Open Oar Locks vs. Pins and Clips
If shifting the angle of the power face of your blade feels like painting with two giant paintbrushes, the fulcrum point of your paintbrush matters when it comes to ease across the canvas. In order of most freedom of movement to least freedom, here are the available options.
Using Open Oar Locks creates the least encumbered and the freest system. The oar slides into a horseshoe-shaped lock, and by rotating your wrist on the oar grip, rowers can achieve any desired blade angle. Bonus points if you move your rubber stoppers as close to the grips on the rope wrap as possible so they don’t rest on the lock while rowing. This can impede the information transfer from blade to hand. Nicole Smedegaard, whitewater instructor and professional river guide, notes that it also increases friction which reduces efficiency.

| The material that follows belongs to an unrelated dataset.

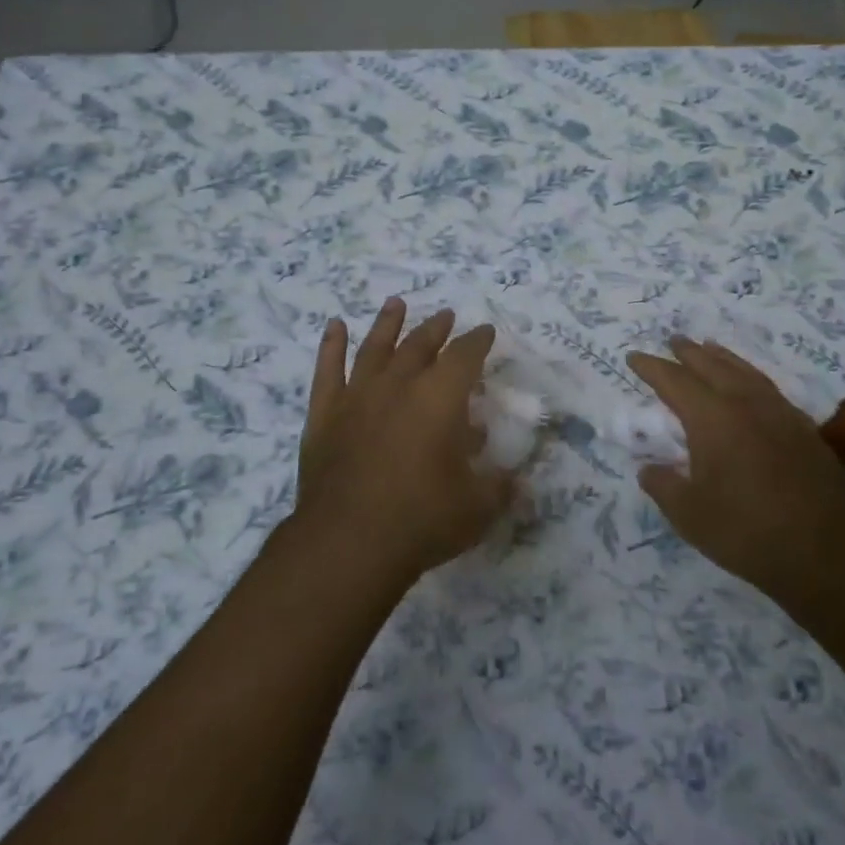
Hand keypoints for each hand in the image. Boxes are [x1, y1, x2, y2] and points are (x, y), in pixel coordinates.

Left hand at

If rowing is like painting and the oars are the brushes as I assert, Bob Ross would opt for this oar mount option.
An Oar Right is a piece of gear that flips into the oar lock opening and prevents the blade from rotating. Oar Rights maintain a maximum power face at all times by locking the oar in that position. Using oars featuring Gilman Grips is another way to accomplish this principle. The ergonomic shape of these grips forces the rower to hold the blade at a constant maximum power face.
Pins and Clips also force the oar blades to stay oriented in the power face position. Boaters might prefer this method on burly runs with back-to-back rapids like Cherry Creek or the Tuolumne River. Pins and clips are preferred in rapids where losing the power face in one stroke could have severe consequences.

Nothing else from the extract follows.